Chapter 1 Defining Parameter

1.1 Epidemiological research goals

Two common goals for epidemiological research are prediction and causal inference:

  • Prediction goal: The primary objective of a prediction goal is to forecast the occurrence or risk of an outcome (\(Y\)) based on one or more risk factors (\(A\)). The focus of this goal is often on making accurate predictions.

  • Causal goal: The causal goal focuses on understanding the causal relationship between a risk factor (often a treatment, \(A\)) and a health outcome (\(Y\)). Control for confounding factors (\(L\)) is often a necessary step in understanding such a relationship. The focus of this goal is often on estimating the parameter ‘treatment effect’.

We only focus on estimating treatment effect today. For that, let us define the notations first.

1.2 Potential outcome

  • \(A\): Exposure status
    • \(1\) = takes Rosuvastatin
    • \(0\) = does not take rosuvastatin
  • \(Y\): Outcome: Total cholesterol levels
    • \(Y(A=1)\) = potential outcome when exposed
    • \(Y(A=0)\) = potential outcome when not exposed

Relationship between \(Y\) and \([Y(A=1), Y(A=0)]\) can be expressed as follows: \(Y = A \times Y(A=1) + (1-A) \times Y(A=0)\)

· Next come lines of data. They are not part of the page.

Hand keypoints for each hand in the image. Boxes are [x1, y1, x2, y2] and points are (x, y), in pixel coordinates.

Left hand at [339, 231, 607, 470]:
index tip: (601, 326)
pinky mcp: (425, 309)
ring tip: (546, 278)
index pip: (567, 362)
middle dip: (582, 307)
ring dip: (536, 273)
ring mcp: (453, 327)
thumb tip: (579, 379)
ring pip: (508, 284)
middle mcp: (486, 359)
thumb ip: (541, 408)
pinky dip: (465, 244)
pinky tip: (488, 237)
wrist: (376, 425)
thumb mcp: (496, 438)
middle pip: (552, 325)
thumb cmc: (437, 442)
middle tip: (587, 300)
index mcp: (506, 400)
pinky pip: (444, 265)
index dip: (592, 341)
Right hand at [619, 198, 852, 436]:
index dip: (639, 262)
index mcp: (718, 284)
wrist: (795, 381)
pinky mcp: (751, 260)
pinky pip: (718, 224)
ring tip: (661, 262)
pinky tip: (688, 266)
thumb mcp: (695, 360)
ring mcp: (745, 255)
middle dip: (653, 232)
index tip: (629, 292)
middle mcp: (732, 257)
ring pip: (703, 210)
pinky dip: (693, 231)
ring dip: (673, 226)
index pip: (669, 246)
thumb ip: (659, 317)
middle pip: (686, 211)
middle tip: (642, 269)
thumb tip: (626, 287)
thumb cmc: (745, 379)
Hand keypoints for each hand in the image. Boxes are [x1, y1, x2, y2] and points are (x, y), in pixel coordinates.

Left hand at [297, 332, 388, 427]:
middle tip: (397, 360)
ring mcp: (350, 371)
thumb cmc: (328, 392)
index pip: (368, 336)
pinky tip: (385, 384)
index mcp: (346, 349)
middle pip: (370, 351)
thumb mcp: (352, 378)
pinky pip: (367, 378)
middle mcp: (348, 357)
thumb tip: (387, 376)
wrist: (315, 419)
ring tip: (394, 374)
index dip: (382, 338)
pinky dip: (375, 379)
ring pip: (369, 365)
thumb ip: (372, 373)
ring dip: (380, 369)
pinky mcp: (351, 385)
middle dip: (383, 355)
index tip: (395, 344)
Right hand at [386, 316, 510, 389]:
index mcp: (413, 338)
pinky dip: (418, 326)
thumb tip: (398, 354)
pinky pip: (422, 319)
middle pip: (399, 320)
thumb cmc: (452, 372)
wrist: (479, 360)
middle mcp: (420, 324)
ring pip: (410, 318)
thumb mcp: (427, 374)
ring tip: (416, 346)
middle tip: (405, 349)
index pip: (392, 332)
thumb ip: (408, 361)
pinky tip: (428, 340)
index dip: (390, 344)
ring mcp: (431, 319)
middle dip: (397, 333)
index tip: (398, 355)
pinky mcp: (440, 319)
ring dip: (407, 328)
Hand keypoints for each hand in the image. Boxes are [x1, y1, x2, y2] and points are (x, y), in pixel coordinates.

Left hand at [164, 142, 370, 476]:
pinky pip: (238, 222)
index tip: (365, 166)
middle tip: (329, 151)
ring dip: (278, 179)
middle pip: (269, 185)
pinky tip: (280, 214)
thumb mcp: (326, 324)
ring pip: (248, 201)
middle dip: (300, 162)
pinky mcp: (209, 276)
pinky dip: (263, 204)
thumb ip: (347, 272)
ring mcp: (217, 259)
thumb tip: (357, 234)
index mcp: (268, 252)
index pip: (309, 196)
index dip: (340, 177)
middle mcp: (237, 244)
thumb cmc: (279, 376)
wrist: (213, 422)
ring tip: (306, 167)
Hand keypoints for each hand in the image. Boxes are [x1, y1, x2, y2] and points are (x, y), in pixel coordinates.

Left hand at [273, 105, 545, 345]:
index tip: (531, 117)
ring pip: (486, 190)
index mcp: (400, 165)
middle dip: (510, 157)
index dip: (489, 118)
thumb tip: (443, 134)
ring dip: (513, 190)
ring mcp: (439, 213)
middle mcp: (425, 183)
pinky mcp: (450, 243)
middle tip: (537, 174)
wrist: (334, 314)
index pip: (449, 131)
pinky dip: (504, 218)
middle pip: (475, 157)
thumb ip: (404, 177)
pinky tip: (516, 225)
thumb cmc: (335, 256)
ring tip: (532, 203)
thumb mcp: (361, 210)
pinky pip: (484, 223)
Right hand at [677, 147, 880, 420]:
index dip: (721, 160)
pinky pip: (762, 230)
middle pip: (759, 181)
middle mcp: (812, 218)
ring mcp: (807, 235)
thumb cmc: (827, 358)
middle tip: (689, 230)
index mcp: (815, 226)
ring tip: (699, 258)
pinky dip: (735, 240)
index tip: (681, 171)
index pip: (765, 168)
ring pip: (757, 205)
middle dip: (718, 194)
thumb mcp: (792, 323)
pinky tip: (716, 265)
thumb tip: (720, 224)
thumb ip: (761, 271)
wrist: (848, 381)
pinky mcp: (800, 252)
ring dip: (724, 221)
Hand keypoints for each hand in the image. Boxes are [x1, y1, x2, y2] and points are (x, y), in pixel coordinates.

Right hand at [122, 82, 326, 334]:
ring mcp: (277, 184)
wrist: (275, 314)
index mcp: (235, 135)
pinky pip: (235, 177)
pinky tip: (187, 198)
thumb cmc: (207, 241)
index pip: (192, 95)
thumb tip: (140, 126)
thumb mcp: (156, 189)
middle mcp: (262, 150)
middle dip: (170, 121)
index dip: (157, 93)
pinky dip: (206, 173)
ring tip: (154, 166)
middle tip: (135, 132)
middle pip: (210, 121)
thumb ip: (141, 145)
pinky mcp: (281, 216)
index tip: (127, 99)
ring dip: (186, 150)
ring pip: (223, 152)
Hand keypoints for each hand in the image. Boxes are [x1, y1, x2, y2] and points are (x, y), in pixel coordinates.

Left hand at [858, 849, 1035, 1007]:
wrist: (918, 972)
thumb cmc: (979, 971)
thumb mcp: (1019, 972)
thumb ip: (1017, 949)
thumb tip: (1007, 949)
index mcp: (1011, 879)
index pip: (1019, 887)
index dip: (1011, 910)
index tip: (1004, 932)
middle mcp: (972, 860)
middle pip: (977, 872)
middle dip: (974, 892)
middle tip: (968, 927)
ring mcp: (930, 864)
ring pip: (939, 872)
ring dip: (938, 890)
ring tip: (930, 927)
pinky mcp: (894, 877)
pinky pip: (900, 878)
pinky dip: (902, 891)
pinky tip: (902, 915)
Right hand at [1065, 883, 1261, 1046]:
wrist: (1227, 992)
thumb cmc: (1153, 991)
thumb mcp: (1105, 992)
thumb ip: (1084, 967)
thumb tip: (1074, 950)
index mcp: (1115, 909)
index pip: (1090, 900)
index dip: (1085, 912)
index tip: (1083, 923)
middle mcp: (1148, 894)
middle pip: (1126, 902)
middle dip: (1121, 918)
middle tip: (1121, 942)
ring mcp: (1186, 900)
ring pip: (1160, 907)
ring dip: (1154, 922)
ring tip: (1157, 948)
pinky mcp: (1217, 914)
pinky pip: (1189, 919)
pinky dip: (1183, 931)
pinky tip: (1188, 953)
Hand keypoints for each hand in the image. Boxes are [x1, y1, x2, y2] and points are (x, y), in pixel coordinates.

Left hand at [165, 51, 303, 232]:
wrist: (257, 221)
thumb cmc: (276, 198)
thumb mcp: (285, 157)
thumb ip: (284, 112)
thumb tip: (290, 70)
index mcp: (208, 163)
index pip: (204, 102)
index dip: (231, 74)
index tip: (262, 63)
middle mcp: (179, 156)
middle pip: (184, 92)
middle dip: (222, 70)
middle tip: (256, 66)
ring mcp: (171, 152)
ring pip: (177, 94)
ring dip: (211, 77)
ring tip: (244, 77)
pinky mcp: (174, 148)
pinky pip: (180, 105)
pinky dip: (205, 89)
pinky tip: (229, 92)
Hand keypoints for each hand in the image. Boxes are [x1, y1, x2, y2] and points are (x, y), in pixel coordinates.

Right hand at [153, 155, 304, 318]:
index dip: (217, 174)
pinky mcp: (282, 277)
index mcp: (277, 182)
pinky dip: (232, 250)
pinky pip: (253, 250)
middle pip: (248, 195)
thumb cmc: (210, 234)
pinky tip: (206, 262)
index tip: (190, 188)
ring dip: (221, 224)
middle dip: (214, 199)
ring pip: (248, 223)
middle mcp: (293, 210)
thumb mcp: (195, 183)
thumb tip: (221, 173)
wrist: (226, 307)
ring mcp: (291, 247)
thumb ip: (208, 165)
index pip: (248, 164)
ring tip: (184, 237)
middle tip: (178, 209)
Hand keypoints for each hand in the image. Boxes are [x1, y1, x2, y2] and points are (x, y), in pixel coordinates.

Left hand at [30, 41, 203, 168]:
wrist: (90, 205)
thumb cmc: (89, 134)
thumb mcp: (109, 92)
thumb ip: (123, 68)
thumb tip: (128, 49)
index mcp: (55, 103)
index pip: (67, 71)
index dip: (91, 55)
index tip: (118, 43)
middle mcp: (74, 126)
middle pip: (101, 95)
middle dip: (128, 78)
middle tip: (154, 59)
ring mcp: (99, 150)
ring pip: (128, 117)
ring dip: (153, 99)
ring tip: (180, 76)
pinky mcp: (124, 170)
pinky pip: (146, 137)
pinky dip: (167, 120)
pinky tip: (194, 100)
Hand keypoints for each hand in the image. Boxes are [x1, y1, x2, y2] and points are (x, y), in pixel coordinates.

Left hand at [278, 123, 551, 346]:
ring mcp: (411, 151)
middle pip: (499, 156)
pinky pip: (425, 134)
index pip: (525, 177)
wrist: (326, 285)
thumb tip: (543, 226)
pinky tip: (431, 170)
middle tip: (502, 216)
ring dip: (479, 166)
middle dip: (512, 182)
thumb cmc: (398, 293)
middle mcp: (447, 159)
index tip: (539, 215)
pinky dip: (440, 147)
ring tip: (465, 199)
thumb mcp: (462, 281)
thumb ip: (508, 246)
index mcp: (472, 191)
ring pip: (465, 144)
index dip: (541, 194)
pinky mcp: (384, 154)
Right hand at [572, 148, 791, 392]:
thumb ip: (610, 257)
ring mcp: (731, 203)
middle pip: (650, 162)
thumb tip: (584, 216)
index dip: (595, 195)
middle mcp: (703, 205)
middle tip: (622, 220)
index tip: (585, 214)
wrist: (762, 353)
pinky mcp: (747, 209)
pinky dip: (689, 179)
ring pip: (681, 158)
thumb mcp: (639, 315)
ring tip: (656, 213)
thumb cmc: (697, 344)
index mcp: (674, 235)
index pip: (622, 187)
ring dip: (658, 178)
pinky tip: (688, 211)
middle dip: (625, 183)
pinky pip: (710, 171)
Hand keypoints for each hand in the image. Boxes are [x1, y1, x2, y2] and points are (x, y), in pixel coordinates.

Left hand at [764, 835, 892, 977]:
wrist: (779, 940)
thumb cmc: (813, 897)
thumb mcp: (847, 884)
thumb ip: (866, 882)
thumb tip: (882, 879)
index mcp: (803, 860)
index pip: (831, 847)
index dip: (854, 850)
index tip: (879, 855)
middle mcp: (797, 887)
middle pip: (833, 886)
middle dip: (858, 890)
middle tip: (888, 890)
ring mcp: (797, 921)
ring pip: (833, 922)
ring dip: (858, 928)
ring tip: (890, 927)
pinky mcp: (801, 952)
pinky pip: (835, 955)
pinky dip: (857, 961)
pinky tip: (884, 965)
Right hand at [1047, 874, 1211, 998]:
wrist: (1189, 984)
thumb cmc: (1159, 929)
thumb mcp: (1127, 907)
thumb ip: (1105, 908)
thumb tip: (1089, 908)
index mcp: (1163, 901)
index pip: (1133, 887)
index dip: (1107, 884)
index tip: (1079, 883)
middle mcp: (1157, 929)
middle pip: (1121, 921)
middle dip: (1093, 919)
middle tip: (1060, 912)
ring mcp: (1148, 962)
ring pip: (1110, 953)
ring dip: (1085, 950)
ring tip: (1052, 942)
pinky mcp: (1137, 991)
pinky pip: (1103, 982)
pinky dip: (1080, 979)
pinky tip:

1.3 Parameters of interest

When assessing the effect of an exposure on an outcome, we are interested about the following estimands

  • treatment effect for an individual (TE)
  • average treatment effect (ATE)
  • average treatment effect on the treated (ATT)

1.3.1 TE

  • John takes Rosuvastatin \((A=1)\) and his total cholesterol level is = \(Y(A=1)\) = \(195\) mg/dL (milligrams per deciliter) after 3 months
  • John does not take Rosuvastatin \((A=0)\) and his total cholesterol level is = \(Y(A=0)\) = \(245\) mg/dL after 3 months Effect of Rosuvastatin on John is =

\(TE = Y(A=1) - Y(A=0) = 195 - 245 = - 50\)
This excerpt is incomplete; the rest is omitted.